5. Januar 2020

Der Repo-Markt und warum dessen Krise die gesamte Weltwirtschaft bedroht


Wenn Banken Banken kein Geld mehr leihen wollen (Bildquelle)


Seit einigen Monaten kommt es in den Finanznachrichten immer öfters zu Erwähnungen einer „Repo-Krise“ am „Repo-Markt“. Allerdings kennt sich kaum jemand ohne tiefe Fachkenntnis damit aus, obwohl der Markt überaus bedeutend zu sein scheint für das reibungslose Funktionieren der Weltwirtschaft. Dabei lassen die Attribute, mit denen die Artikel darüber gespickt, nichts gutes verheißen. Die Krise am Repo-Markt soll das Zeug haben, die gesamte Weltwirtschaft in den Abgrund zu reißen. Die Krisensymptome an dem Markt wiederum deuten auf imminente Probleme hin, es könnte also sehr bald schon losgehen. Martin Armstrong bietet dazu auf seinem Blog zwei aktuelle Artikel an, die über den Markt, dessen Bedeutung, das Krisenmoment darin und die Schuldigen daran aufklären.
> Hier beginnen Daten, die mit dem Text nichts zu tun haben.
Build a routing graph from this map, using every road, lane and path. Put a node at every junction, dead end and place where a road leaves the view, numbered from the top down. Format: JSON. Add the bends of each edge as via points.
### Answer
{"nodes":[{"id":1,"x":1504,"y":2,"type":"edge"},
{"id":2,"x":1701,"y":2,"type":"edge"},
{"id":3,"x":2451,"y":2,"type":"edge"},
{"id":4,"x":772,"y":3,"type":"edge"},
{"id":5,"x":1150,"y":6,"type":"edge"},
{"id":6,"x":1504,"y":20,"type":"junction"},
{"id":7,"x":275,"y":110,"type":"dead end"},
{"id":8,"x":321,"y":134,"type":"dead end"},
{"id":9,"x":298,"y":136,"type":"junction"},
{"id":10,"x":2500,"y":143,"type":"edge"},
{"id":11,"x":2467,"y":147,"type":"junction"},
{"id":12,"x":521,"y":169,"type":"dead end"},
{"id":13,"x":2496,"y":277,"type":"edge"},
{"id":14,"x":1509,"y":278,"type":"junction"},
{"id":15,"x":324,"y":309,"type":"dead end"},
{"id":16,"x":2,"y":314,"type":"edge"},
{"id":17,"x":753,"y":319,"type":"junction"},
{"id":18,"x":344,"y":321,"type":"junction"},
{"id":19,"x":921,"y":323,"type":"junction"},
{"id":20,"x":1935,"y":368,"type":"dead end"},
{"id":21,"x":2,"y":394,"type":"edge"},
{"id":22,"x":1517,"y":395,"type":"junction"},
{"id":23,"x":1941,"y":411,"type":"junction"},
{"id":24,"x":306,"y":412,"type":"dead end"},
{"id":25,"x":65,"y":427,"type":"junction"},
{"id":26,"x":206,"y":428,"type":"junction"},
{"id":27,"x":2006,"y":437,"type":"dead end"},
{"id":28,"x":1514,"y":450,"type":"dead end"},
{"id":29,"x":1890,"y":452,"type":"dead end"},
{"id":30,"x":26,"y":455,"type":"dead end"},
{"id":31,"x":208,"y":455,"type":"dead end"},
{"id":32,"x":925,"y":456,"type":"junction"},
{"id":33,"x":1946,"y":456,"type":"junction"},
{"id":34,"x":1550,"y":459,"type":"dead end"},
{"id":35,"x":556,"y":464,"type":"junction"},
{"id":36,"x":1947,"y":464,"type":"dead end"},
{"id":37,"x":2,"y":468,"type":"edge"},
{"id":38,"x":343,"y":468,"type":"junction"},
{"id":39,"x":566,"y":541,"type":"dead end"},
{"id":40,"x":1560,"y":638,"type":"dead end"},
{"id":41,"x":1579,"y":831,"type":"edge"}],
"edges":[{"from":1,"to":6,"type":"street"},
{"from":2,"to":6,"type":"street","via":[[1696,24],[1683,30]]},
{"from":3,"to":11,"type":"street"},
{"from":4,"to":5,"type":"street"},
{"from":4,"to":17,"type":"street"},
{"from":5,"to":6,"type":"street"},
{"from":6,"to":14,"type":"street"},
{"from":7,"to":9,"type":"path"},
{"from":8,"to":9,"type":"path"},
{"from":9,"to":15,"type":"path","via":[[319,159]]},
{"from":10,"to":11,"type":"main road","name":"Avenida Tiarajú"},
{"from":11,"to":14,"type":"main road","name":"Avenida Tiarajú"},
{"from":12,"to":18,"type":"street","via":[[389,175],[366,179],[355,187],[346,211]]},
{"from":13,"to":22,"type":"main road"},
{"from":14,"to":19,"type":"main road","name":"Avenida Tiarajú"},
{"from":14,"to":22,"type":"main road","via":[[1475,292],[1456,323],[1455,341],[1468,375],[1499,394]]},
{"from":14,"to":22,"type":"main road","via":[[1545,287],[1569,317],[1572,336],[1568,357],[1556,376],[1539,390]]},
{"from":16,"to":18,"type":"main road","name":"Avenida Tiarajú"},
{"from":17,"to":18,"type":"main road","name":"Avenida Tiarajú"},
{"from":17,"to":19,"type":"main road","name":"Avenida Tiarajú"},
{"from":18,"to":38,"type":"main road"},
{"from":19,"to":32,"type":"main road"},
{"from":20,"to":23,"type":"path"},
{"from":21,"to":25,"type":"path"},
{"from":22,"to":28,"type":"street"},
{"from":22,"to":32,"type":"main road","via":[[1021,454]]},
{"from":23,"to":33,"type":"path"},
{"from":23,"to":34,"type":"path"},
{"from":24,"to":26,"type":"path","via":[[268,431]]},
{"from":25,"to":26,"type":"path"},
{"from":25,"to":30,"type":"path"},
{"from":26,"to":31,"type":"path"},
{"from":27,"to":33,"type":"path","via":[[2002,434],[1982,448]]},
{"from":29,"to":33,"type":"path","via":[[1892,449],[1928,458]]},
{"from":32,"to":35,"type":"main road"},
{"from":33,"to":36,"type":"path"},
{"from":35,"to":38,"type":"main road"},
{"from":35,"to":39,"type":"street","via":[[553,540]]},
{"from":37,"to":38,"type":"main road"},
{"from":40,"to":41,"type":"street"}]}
Der Zins am Repo-Markt (Bildquelle)

Armstrong Economics: Um was es sich beim Repo-Markt handelt



Der Repo-Markt ist jener Ort, an dem sich die Banken über Nacht gegenseitig Geld ausleihen und als Sicherheit dafür maximal positiv bewertete AAA-Wertpapiere anbieten. Üblich ist, dass Großbanken wie etwa J.P. Morgan jeden Tag über 300 Milliarden Dollar an Liquidität zur Verfügung stellen. Dies ermöglicht es anderen Banken, Hedge Fonds und Finanzinstitutionen, sich über Nacht Bargeld für kurzfristige Transaktionen zu beschaffen. Als die Banken kürzlich jedoch damit begannen, sich als Anbieter aus diesem Repo-Kreditmarkt zurückzuziehen, da die Risiken zu stark anstiegen, da war die Federal Reserve (FED) dazu gezwungen, frisch gedrucktes Geld und damit Kredite in den Repo-Markt zu injizieren. Dies sollte verhindern, dass der kurzfristige Zinssatz wie etwa am 17. September 2019 geschehen noch einmal auf 10% steigt.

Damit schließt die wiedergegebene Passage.